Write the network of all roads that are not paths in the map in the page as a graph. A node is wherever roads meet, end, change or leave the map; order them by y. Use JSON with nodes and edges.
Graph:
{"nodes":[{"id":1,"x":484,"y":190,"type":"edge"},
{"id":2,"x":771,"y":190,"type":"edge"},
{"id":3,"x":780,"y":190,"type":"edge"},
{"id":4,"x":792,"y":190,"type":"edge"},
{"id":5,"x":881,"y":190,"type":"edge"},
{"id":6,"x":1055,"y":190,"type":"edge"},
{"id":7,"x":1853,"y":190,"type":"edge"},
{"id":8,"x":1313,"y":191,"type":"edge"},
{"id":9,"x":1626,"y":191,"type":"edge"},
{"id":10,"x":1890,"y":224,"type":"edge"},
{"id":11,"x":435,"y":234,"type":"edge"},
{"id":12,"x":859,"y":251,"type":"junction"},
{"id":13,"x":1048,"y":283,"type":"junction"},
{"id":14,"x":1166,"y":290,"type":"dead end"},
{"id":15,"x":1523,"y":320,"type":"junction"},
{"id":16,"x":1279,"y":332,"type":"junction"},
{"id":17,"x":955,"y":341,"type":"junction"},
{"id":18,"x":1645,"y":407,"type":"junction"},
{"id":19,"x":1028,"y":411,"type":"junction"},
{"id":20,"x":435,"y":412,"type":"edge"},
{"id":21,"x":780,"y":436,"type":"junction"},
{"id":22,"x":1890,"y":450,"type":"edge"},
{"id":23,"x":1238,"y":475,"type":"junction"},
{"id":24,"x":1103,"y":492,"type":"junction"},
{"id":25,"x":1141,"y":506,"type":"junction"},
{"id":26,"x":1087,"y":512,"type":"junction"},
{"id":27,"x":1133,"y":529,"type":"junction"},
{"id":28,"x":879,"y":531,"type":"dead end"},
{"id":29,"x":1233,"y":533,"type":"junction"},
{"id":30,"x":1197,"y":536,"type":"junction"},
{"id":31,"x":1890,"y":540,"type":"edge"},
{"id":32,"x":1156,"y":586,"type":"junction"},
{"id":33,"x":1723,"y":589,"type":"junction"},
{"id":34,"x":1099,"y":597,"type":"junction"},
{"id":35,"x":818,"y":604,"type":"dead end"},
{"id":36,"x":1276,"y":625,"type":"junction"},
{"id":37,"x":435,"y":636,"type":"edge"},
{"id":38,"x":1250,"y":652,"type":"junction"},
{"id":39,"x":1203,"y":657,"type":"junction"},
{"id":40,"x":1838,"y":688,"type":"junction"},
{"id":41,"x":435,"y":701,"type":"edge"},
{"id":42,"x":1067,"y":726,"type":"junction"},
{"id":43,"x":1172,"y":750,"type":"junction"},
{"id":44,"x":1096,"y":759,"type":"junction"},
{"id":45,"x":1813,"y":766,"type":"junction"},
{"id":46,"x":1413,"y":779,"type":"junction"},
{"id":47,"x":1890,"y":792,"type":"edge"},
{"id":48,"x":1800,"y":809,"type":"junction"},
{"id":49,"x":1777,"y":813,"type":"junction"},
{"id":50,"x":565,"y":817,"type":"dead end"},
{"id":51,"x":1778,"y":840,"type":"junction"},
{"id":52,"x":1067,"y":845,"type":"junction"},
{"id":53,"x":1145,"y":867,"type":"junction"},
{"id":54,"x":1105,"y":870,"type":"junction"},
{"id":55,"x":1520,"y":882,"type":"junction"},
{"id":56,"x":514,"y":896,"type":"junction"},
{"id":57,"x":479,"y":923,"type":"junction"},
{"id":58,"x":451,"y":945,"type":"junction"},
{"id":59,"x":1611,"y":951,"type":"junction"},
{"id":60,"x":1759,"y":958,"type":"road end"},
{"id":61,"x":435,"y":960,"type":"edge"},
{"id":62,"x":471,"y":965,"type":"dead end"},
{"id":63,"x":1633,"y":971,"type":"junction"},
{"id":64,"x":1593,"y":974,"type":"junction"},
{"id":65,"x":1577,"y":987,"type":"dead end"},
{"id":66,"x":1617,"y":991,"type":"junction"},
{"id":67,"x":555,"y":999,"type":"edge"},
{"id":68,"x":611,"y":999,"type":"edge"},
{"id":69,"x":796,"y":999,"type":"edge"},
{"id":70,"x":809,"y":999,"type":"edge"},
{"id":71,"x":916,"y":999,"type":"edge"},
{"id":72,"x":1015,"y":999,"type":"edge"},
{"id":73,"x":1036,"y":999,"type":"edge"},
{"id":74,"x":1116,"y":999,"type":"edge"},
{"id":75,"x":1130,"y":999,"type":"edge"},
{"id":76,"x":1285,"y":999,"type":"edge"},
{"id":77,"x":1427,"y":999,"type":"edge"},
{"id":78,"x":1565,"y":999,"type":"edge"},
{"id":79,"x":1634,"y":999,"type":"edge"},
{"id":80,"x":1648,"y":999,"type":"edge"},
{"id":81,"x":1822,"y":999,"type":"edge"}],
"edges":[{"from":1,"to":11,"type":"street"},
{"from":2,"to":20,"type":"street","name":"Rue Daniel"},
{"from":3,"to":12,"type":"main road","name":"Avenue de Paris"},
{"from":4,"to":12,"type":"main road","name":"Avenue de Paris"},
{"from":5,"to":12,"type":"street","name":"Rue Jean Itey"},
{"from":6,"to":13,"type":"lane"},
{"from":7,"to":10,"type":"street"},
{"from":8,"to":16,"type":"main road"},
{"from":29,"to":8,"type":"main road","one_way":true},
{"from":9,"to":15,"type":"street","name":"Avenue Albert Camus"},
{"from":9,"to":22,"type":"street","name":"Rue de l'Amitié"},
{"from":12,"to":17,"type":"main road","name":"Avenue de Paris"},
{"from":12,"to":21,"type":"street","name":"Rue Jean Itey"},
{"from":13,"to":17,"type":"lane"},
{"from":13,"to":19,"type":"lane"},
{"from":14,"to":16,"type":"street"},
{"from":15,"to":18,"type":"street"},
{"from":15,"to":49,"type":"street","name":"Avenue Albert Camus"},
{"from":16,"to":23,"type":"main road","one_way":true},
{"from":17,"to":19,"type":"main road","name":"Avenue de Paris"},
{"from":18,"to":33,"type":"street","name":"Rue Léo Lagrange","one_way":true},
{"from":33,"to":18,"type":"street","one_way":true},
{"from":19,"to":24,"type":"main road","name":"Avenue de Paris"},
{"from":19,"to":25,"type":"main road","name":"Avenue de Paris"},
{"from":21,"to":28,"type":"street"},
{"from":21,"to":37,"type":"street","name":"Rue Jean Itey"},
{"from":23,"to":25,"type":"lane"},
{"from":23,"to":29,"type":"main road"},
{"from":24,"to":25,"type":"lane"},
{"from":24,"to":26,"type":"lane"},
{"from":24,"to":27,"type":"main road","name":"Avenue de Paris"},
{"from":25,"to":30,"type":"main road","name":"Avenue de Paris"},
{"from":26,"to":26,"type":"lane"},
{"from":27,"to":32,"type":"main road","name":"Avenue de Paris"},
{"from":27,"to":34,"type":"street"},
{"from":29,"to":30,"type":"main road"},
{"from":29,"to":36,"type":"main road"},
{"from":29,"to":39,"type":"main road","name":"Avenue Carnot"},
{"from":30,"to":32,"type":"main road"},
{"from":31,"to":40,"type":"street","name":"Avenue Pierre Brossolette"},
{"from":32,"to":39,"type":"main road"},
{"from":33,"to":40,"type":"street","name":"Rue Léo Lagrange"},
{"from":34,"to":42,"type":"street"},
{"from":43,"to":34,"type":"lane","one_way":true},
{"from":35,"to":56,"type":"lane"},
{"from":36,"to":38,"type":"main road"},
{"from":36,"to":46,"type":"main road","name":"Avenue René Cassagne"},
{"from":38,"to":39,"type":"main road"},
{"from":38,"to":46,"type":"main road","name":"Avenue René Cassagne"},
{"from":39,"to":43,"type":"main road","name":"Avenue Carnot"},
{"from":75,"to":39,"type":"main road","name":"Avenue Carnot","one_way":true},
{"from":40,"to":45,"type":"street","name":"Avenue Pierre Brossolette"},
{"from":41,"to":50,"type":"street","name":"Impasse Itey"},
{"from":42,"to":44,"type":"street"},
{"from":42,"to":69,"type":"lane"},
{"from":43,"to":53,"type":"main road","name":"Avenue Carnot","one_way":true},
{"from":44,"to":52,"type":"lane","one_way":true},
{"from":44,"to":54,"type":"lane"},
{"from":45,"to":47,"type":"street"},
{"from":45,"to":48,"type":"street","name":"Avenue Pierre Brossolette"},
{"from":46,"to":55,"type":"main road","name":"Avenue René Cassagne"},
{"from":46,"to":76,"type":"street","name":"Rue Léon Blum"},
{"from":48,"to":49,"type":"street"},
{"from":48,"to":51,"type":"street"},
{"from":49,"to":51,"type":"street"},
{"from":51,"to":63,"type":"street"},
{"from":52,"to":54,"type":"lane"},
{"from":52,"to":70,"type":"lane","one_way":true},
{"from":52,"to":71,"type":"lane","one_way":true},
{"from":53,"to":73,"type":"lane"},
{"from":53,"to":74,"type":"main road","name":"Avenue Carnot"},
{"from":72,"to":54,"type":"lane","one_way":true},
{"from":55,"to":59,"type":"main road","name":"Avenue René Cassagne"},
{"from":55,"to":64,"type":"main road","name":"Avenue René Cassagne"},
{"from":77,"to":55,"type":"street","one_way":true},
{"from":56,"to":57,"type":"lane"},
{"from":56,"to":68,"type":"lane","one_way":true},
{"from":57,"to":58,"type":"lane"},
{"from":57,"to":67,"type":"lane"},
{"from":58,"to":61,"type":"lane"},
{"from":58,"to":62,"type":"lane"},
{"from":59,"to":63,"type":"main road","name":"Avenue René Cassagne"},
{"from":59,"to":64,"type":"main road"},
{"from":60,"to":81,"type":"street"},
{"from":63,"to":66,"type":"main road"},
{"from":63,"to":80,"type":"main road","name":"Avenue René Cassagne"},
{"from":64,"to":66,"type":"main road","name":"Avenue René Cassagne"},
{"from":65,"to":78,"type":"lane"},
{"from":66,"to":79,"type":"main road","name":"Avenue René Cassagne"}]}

--

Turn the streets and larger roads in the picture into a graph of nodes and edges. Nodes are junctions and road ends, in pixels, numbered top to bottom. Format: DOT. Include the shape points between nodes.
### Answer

◆ HOW TO COMPLETE THIS TASK
Sift the data above for lines with "roads", then copy each one.

◆ RESULT OF THE EXERCISE
Write the network of all roads that are not paths in the map in the page as a graph. A node is wherever roads meet, end, change or leave the map; order them by y. Use JSON with nodes and edges.
Turn the streets and larger roads in the picture into a graph of nodes and edges. Nodes are junctions and road ends, in pixels, numbered top to bottom. Format: DOT. Include the shape points between nodes.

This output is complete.